Things you’ll gain as a mother…

Becoming a mum comes with so many things that you just don’t consider – they never register as even being issues until BAM! They are.

Here’s just a few things you’ll gain…

1. More time awake – Just what you need. This is great because you can now catch up on those old episodes of ‘Monkey’ you’ve been missing out on, or sit on Facebook moaning about how you’re getting no sleep – with other sleepless zombies in the middle of the night/start of your day.

2. Considerably less sex – Even if you can actually muster up the energy to go for it then great – If kid(s) don’t interrupt you’ll still be listening out just in case they try to sneak up on you like little ninjas ??

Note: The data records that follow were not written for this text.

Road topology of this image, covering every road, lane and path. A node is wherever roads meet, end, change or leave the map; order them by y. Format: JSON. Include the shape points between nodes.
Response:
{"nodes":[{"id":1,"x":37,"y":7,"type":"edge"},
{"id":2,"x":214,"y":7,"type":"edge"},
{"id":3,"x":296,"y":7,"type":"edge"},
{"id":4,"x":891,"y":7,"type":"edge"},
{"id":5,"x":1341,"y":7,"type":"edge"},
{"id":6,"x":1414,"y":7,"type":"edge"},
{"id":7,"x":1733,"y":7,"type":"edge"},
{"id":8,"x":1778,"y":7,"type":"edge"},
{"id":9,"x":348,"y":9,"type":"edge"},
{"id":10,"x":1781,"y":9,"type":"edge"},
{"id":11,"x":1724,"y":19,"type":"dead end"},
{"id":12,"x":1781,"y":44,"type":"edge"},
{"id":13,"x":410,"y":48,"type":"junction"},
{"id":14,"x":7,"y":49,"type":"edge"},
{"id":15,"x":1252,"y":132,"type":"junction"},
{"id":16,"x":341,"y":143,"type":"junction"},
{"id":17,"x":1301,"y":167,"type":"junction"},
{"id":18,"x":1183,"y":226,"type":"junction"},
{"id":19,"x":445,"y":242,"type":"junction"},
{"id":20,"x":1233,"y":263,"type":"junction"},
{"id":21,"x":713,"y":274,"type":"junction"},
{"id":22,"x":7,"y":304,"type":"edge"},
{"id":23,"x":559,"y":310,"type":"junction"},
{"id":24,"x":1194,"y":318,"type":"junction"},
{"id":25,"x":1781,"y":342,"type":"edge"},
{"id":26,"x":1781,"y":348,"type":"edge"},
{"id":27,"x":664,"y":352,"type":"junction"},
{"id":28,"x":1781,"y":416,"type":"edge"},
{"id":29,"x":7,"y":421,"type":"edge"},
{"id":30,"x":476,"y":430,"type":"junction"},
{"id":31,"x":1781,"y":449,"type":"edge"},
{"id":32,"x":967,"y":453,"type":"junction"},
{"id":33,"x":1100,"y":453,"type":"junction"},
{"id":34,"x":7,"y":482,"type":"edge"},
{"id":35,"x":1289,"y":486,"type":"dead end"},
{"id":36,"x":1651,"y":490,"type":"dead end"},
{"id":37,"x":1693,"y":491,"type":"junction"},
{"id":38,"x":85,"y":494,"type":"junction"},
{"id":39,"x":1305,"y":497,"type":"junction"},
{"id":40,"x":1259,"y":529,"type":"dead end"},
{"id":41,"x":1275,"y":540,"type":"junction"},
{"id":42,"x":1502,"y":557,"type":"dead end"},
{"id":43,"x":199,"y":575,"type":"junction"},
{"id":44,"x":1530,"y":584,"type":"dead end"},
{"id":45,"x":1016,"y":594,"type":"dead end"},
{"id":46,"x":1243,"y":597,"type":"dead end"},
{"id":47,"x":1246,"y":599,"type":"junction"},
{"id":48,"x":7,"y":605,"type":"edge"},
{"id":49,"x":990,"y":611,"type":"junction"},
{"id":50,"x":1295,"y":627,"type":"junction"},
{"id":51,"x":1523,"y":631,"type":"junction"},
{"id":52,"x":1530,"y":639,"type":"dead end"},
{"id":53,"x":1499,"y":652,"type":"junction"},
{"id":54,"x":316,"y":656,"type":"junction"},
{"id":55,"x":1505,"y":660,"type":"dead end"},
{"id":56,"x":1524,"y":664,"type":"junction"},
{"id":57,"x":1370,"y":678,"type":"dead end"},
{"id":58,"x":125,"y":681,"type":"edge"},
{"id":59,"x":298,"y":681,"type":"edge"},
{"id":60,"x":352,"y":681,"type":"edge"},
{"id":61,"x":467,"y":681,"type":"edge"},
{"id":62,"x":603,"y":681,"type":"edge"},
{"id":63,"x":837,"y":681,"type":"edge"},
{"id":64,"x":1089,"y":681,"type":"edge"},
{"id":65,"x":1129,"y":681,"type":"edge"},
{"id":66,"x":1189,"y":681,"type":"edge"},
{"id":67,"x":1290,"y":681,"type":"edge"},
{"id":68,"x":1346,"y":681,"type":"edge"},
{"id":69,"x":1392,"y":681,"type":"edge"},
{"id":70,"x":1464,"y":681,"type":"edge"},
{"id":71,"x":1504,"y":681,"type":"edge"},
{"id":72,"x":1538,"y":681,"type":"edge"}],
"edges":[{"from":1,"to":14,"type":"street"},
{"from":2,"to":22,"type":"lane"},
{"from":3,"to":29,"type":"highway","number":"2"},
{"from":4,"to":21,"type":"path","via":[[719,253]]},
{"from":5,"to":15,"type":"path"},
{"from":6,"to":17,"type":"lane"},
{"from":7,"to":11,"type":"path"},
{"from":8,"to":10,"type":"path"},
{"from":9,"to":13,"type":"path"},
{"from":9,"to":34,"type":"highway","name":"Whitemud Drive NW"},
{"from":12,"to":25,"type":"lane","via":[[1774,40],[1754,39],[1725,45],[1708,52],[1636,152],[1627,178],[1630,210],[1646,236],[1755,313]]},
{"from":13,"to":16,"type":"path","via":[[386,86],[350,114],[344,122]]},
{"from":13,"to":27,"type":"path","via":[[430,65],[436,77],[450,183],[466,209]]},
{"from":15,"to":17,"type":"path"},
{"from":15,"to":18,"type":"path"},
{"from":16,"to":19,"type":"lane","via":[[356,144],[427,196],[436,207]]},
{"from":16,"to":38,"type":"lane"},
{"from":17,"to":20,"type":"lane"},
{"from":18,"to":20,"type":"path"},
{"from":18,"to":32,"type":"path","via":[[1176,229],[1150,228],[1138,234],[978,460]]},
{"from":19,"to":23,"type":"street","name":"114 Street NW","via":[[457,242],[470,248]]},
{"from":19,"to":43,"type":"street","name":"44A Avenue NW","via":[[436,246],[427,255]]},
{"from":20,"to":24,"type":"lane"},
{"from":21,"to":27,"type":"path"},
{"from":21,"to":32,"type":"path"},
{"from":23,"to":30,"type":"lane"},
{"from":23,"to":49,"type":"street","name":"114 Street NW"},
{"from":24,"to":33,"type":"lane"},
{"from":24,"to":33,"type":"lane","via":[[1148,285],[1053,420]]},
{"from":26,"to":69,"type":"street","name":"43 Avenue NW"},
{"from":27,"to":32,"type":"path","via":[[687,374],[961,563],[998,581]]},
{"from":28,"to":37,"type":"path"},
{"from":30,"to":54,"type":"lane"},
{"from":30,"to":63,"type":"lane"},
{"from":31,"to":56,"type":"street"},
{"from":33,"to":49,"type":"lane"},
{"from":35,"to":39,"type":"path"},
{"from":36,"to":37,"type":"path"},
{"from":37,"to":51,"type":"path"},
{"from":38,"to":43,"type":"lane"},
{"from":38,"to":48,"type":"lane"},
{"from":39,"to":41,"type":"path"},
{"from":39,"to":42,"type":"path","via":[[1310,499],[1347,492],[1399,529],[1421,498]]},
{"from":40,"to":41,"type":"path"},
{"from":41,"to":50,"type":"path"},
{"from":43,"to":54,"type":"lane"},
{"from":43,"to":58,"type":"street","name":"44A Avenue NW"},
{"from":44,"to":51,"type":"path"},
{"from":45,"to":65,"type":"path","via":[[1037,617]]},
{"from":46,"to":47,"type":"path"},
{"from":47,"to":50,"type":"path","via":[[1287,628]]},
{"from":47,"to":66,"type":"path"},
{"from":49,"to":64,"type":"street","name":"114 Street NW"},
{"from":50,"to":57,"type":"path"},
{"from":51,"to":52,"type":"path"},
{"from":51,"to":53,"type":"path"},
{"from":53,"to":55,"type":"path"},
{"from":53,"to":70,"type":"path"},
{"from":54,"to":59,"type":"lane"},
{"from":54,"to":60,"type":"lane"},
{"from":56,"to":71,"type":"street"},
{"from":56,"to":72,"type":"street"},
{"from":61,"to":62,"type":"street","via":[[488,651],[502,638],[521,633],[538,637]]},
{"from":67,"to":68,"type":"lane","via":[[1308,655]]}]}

3. No alone time – You will have an audience for a poo and someone will yell and throw toys at you while you shower.

4. Anxiety – if you dare to leave the child(ren) with anyone, you will probably have your phone physically glued to your hand just in case, while you try to relax – but actually you’ll be as tense as a tense thing thinking that either something horrible has happened, or the babysitter is being tormented to the brink of insanity by your little whirlwind(s).

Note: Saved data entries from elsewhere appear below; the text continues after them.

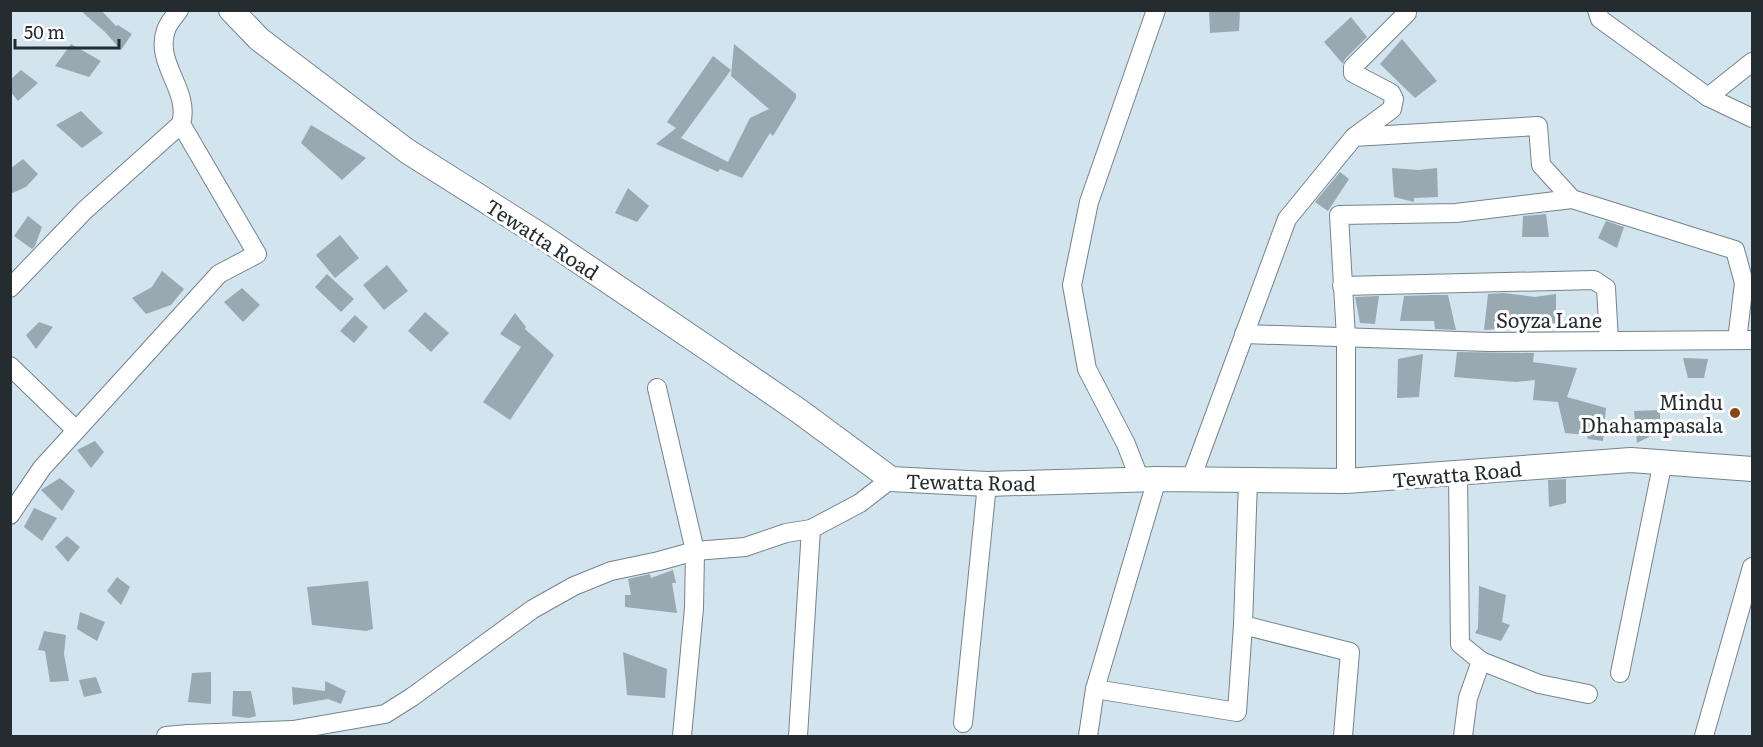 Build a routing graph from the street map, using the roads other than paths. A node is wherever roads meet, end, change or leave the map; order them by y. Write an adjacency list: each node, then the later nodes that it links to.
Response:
1 (179, 10): 9 (street)
2 (231, 10): 24 (main road, Tewatta Road)
3 (1156, 10): 26 (street)
4 (1597, 10): 7 (street)
5 (1407, 13): 10 (street)
6 (1752, 62): 7 (street)
7 (1708, 97): 8 (street)
8 (1752, 118)
9 (181, 124): 13 (street); 20 (street)
10 (1354, 137): 11 (street); 14 (street)
11 (1572, 199): 12 (street); 16 (street)
12 (1342, 286): 15 (street); 17 (street)
13 (10, 288)
14 (1244, 334): 15 (street, Soyza Lane); 25 (street)
15 (1346, 338): 17 (street, Soyza Lane); 28 (street)
16 (1745, 340): 17 (street, Soyza Lane)
17 (1609, 341)
18 (10, 366): 20 (street)
19 (657, 388): 32 (street)
20 (76, 430): 30 (street)
21 (1663, 461): 22 (main road, Tewatta Road); 23 (main road, Tewatta Road); 36 (street)
22 (1752, 469)
23 (1458, 473): 28 (main road, Tewatta Road); 35 (street)
24 (891, 479): 29 (main road, Tewatta Road); 31 (street)
25 (1191, 479): 26 (main road, Tewatta Road); 27 (main road, Tewatta Road)
26 (1149, 480): 29 (main road, Tewatta Road); 37 (street)
27 (1248, 480): 28 (main road, Tewatta Road); 34 (street)
28 (1346, 481)
29 (987, 483): 39 (street)
30 (10, 515)
31 (810, 529): 32 (street); 42 (street)
32 (695, 551): 40 (street); 41 (street)
33 (1752, 567): 46 (street)
34 (1243, 625): 37 (street); 44 (street)
35 (1481, 661): 38 (street); 45 (street)
36 (1620, 674)
37 (1095, 689): 43 (street)
38 (1588, 694)
39 (963, 723)
40 (175, 736)
41 (682, 736)
42 (798, 736)
43 (1088, 736)
44 (1342, 736)
45 (1463, 736)
46 (1704, 736)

5. Weight – If you’re anything like me you’ll gain a shit tonne. Pregnancy turns me into a complete sloth and I feel like I’m going to physically stop living if I don’t eat every ten minutes. It’s easier to gain than to lose.

6. Patience – This is absolutely vital and can be found and lost 10 times in half an hour.

7. Early mornings – lots of them.

8. Cat like reflexes – kids drop everything. You’ll be able to dive across the room like something out of the Matrix to catch a cup of juice before it hits the ground ??

9. Relationship changes – Your partner will become more important – and more irritating at the same time.

10. Stomach of steel – you’ll deal with all bodily secretions as if it ain’t no thing.

11. Toys – millions of them. They’ll take over your house and you won’t even remember where they’re from.

12. Conversation – you will always have something to talk about – as your child(ren) will constantly do stupid stuff ??

13. Hugs -You’ll get many, many more than you ever have in your life, but they’ll be at really inconvenient times, like when your picking the toddlers peas up off the floor – they’ll randomly pounce on your back and garrotte you.

14. Excuses – To be late. You’ll always be late as you’ll have been negotiating with your child AGAIN about why it’s a good idea to wear shoes. Or clothes at all.

15. Laughter – because children are hilarious.

You’ll be acquainted with a degree of exhaustion that you never thought possible and a strong appreciation for coffee – and booze ??